- Task brief -
For each line in the data below that has the word "nodes", copy that line.

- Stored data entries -
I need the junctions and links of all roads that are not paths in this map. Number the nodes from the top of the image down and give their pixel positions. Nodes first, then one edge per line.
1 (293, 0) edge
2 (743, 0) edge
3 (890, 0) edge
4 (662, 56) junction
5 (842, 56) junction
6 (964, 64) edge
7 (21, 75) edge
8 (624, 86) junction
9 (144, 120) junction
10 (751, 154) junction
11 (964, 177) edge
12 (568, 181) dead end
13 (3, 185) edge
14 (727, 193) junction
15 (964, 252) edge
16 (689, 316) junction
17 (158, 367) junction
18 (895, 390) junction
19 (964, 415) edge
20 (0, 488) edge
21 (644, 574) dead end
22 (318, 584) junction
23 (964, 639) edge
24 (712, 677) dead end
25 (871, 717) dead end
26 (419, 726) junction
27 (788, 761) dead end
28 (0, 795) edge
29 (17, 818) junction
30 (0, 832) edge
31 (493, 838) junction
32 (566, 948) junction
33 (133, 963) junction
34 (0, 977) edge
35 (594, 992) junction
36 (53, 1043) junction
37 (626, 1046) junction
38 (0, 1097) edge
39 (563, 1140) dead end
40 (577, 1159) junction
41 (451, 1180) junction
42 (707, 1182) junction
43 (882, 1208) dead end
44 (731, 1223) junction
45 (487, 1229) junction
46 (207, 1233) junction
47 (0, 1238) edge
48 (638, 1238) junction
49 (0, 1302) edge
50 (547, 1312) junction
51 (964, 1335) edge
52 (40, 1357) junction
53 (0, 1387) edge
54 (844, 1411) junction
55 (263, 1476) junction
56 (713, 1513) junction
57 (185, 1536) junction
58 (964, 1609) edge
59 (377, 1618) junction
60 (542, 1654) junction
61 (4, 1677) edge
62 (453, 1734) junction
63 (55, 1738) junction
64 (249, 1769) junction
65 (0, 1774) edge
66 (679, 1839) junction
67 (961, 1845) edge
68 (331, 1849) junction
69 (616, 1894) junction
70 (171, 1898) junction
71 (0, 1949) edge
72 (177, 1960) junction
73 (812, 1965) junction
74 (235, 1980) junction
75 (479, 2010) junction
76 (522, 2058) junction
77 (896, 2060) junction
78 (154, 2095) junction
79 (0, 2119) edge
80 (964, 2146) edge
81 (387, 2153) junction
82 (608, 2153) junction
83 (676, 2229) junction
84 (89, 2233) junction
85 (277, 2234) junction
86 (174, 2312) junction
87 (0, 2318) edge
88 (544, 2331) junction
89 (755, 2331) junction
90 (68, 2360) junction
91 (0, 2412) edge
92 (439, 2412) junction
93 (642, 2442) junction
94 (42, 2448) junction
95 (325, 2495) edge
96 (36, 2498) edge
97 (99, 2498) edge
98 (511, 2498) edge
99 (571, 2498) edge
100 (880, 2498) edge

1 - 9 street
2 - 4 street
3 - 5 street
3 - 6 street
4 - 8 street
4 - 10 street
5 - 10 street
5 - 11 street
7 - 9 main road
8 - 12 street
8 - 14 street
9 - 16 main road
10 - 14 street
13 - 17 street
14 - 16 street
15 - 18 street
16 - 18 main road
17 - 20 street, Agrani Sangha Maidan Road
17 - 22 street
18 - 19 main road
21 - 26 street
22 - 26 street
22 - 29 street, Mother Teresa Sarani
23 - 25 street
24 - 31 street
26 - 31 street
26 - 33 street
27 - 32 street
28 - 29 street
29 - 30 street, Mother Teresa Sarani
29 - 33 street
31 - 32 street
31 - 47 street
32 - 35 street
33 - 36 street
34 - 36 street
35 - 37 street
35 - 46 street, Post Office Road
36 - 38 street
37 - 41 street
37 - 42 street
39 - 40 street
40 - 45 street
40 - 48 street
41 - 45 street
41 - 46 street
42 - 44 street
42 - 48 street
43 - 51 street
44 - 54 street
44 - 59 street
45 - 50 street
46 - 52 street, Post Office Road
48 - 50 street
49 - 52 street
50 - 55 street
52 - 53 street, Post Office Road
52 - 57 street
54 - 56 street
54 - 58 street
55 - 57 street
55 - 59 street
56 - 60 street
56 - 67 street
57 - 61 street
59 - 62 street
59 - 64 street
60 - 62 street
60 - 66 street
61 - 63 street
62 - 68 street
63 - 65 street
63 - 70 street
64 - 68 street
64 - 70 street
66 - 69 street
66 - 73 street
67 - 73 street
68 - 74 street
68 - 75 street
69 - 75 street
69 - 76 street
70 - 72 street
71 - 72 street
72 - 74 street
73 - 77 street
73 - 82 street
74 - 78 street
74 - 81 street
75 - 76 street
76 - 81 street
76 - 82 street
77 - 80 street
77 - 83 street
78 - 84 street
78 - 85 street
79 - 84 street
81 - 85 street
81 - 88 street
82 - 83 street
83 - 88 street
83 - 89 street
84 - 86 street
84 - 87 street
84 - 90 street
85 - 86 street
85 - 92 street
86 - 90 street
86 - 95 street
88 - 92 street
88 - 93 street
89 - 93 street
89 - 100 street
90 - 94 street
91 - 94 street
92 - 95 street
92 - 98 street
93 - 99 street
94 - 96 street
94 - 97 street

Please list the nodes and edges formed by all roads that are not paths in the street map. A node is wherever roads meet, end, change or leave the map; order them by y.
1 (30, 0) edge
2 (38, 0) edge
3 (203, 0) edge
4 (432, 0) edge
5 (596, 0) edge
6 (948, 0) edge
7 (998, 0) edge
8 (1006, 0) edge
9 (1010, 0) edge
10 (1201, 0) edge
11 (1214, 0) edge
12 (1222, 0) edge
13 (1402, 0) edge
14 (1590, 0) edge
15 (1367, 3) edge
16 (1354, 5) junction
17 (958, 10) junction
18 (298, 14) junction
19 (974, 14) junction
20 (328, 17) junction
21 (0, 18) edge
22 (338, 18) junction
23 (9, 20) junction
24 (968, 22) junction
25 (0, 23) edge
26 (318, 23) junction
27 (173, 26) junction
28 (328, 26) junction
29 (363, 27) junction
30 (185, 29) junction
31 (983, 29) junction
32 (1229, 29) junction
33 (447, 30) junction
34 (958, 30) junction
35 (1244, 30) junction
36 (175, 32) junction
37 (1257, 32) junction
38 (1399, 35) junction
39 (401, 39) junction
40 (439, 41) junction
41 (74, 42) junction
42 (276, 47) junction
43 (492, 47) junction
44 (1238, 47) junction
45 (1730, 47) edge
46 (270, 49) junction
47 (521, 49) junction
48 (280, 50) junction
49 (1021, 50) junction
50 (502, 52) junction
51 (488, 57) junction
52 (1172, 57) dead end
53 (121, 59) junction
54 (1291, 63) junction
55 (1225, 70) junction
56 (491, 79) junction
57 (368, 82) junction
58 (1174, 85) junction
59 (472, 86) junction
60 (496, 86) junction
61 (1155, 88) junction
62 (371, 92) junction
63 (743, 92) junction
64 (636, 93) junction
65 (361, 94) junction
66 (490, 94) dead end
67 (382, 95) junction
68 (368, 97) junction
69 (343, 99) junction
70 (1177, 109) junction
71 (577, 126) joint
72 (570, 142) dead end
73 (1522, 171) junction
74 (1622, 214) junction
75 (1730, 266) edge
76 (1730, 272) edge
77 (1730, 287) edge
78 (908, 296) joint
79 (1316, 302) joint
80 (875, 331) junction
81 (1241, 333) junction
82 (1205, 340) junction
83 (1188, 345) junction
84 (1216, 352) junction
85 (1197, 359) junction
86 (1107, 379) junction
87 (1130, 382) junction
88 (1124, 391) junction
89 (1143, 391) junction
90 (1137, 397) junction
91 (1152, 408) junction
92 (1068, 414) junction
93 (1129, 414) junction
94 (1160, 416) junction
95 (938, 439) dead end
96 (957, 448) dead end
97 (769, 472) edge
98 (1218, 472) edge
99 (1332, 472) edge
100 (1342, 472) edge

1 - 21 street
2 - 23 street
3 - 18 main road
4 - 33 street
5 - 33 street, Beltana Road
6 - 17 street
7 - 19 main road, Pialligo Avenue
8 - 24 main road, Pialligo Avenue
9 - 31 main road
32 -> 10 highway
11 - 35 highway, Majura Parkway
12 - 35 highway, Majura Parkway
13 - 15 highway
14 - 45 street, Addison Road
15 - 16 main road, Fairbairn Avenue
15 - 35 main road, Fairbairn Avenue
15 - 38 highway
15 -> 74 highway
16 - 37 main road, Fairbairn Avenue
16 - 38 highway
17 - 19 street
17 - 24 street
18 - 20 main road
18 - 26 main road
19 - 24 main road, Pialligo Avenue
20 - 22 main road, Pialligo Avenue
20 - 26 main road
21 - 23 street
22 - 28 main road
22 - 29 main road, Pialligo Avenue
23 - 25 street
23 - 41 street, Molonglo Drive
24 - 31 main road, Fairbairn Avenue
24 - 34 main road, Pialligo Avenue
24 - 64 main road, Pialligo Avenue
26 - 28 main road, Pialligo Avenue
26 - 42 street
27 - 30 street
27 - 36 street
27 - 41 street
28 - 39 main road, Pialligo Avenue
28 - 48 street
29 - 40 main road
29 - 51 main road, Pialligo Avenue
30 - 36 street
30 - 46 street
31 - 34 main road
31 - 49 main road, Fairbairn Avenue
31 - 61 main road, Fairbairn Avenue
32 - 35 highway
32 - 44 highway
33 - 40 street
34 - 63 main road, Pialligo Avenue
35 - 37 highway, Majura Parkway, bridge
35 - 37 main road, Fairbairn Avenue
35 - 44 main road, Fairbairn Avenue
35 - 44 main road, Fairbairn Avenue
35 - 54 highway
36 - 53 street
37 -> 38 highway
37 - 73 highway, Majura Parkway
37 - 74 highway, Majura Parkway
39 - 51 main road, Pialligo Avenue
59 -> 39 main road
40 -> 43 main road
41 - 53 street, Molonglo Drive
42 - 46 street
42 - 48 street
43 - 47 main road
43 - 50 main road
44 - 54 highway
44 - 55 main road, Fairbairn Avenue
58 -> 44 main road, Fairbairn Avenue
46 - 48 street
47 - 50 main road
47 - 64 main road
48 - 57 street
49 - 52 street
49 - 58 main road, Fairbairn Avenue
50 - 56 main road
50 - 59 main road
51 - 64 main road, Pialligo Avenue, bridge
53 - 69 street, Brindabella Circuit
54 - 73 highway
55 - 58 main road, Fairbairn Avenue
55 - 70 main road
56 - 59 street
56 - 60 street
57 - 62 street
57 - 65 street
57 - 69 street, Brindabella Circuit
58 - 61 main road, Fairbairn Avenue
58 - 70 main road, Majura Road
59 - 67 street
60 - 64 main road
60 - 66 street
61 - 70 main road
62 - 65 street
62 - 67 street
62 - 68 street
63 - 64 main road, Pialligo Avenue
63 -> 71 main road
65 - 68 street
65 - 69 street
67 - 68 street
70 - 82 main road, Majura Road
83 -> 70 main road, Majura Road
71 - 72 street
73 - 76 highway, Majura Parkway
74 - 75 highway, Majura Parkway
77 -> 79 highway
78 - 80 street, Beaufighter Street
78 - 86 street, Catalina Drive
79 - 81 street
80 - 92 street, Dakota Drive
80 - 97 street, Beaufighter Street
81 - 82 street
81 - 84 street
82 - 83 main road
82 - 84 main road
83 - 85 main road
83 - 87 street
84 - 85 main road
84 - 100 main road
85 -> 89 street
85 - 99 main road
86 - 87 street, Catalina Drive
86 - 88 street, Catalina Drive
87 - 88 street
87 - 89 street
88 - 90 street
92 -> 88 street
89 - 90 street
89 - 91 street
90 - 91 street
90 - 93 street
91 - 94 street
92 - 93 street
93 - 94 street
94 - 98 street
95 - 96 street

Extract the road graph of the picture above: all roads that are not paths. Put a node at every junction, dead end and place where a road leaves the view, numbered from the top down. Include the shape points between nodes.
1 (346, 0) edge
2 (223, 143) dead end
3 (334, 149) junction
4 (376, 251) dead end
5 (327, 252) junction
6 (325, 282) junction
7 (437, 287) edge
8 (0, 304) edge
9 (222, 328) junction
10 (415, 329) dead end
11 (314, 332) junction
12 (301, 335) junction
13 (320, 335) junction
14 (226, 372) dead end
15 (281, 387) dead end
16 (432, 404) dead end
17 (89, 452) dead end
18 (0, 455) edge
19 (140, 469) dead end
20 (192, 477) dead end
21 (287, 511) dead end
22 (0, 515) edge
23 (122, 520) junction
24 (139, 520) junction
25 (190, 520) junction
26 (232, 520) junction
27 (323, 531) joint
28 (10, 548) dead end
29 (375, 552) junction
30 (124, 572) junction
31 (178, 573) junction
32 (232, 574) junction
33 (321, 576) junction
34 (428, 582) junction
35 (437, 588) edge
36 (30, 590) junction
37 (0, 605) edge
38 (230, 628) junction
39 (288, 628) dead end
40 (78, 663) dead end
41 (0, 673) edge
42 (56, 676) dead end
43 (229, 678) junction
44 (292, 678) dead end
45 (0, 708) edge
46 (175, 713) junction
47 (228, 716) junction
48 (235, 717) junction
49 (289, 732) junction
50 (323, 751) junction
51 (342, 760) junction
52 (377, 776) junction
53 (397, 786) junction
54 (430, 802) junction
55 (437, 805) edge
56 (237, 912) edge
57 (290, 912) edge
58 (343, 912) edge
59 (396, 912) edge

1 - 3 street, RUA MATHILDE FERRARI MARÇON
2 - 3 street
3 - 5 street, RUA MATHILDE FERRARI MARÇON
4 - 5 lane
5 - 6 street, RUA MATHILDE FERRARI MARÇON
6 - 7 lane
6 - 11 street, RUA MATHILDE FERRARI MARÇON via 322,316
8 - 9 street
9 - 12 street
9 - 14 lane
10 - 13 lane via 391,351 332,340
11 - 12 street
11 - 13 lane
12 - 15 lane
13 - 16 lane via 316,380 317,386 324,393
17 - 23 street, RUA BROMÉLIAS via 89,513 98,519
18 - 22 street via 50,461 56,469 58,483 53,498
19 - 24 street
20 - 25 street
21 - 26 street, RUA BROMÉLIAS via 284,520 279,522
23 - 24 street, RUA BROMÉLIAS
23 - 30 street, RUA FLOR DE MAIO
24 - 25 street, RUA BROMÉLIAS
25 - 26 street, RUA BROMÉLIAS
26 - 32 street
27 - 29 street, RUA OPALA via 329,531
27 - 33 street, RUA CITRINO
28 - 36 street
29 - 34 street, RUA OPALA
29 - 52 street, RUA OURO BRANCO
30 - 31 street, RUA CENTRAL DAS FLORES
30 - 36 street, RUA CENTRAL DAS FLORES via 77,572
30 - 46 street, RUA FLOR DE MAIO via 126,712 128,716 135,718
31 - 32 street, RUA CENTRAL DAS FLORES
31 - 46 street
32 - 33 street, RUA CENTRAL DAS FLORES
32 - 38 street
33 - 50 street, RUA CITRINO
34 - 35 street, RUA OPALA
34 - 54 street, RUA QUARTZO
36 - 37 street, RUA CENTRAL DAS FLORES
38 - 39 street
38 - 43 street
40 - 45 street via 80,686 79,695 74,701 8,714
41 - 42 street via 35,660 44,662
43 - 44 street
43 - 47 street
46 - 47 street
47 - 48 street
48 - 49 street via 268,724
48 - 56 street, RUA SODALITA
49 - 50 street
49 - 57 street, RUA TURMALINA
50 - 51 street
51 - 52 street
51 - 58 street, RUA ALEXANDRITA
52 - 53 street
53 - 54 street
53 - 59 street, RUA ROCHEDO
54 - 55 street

- Problem solution -
I need the junctions and links of all roads that are not paths in this map. Number the nodes from the top of the image down and give their pixel positions. Nodes first, then one edge per line.
Please list the nodes and edges formed by all roads that are not paths in the street map. A node is wherever roads meet, end, change or leave the map; order them by y.
Extract the road graph of the picture above: all roads that are not paths. Put a node at every junction, dead end and place where a road leaves the view, numbered from the top down. Include the shape points between nodes.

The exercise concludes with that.